Records from a collection:
━━━━━━━━━━
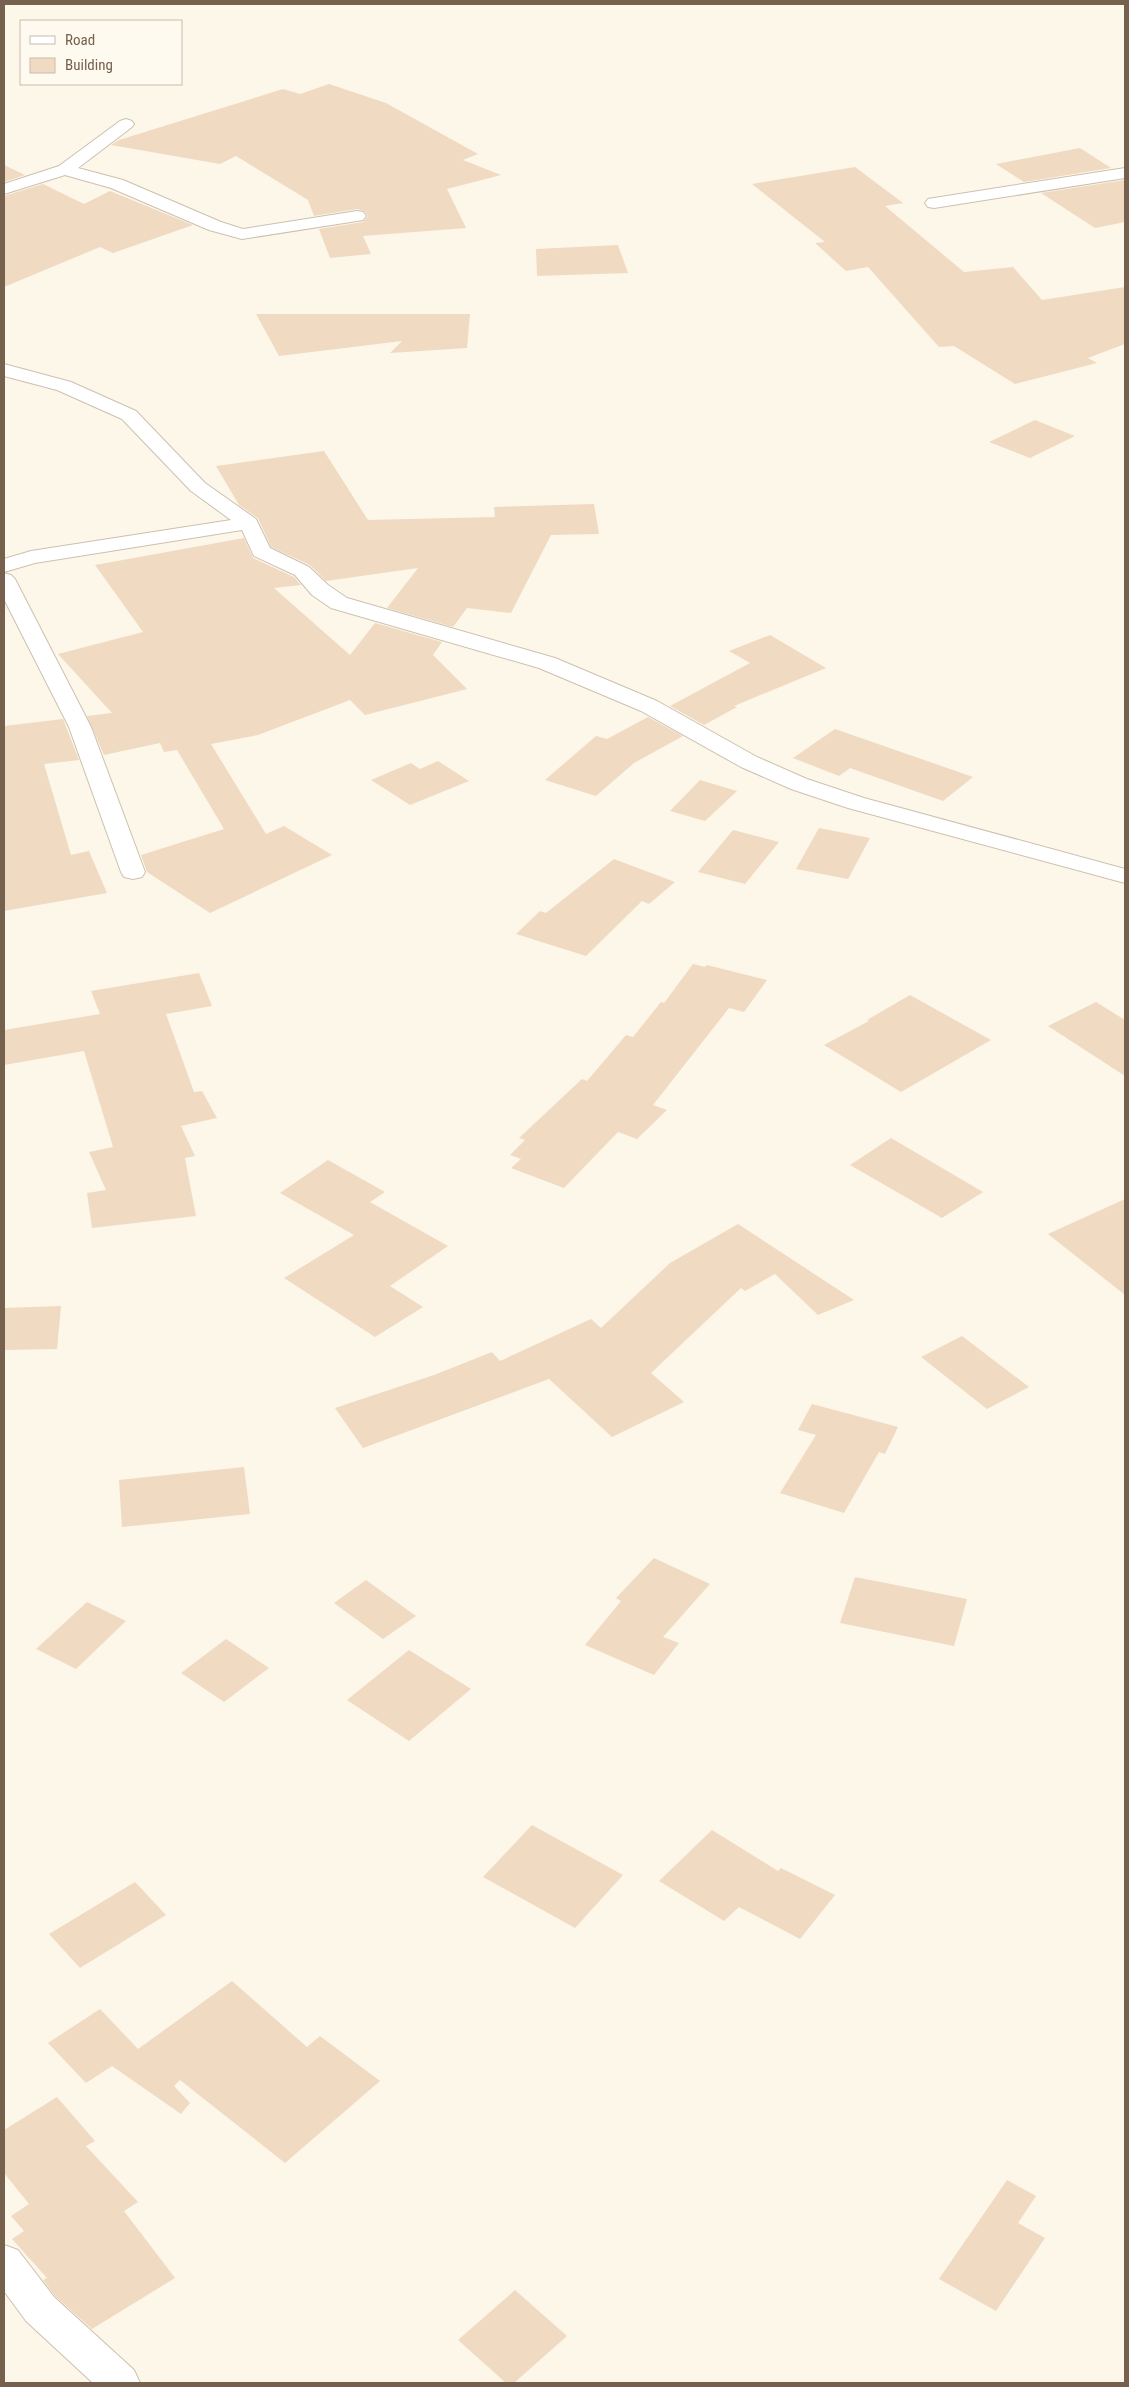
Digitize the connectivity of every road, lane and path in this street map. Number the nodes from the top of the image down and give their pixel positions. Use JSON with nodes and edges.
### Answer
{"nodes":[{"id":1,"x":126,"y":124,"type":"dead end"},
{"id":2,"x":65,"y":170,"type":"junction"},
{"id":3,"x":1125,"y":173,"type":"edge"},
{"id":4,"x":4,"y":189,"type":"edge"},
{"id":5,"x":934,"y":202,"type":"dead end"},
{"id":6,"x":357,"y":216,"type":"dead end"},
{"id":7,"x":4,"y":370,"type":"edge"},
{"id":8,"x":248,"y":523,"type":"junction"},
{"id":9,"x":4,"y":566,"type":"edge"},
{"id":10,"x":4,"y":579,"type":"edge"},
{"id":11,"x":133,"y":872,"type":"dead end"},
{"id":12,"x":1125,"y":876,"type":"edge"},
{"id":13,"x":4,"y":2262,"type":"edge"},
{"id":14,"x":120,"y":2383,"type":"edge"}],
"edges":[{"from":1,"to":2,"type":"street"},
{"from":2,"to":4,"type":"street"},
{"from":2,"to":6,"type":"street"},
{"from":3,"to":5,"type":"street"},
{"from":7,"to":8,"type":"street"},
{"from":8,"to":9,"type":"street"},
{"from":8,"to":12,"type":"street"},
{"from":10,"to":11,"type":"street"},
{"from":13,"to":14,"type":"street"}]}
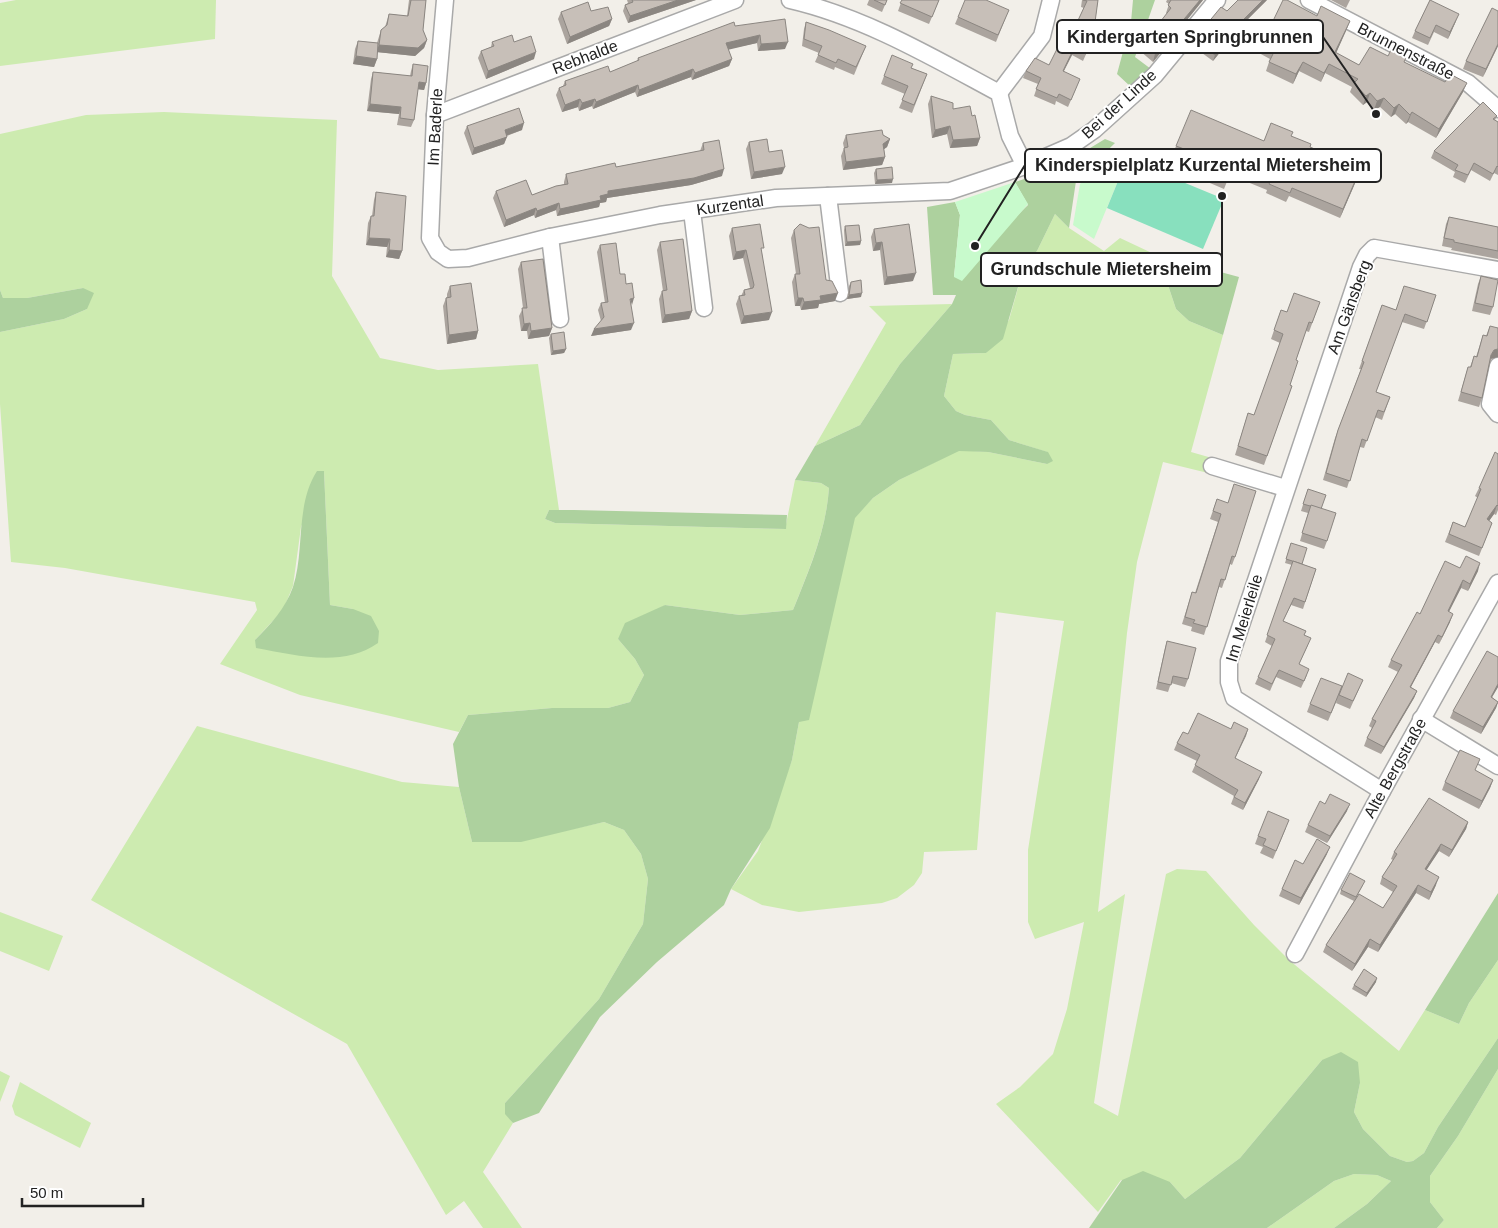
━━━━━━━━━━
▶ [WHAT THE TASK ASKS] A verbatim copy of the entries, stripped of pictures, should be produced.

▶ [OUTPUT BELOW]
Digitize the connectivity of every road, lane and path in this street map. Number the nodes from the top of the image down and give their pixel positions. Use JSON with nodes and edges.
### Answer
{"nodes":[{"id":1,"x":126,"y":124,"type":"dead end"},
{"id":2,"x":65,"y":170,"type":"junction"},
{"id":3,"x":1125,"y":173,"type":"edge"},
{"id":4,"x":4,"y":189,"type":"edge"},
{"id":5,"x":934,"y":202,"type":"dead end"},
{"id":6,"x":357,"y":216,"type":"dead end"},
{"id":7,"x":4,"y":370,"type":"edge"},
{"id":8,"x":248,"y":523,"type":"junction"},
{"id":9,"x":4,"y":566,"type":"edge"},
{"id":10,"x":4,"y":579,"type":"edge"},
{"id":11,"x":133,"y":872,"type":"dead end"},
{"id":12,"x":1125,"y":876,"type":"edge"},
{"id":13,"x":4,"y":2262,"type":"edge"},
{"id":14,"x":120,"y":2383,"type":"edge"}],
"edges":[{"from":1,"to":2,"type":"street"},
{"from":2,"to":4,"type":"street"},
{"from":2,"to":6,"type":"street"},
{"from":3,"to":5,"type":"street"},
{"from":7,"to":8,"type":"street"},
{"from":8,"to":9,"type":"street"},
{"from":8,"to":12,"type":"street"},
{"from":10,"to":11,"type":"street"},
{"from":13,"to":14,"type":"street"}]}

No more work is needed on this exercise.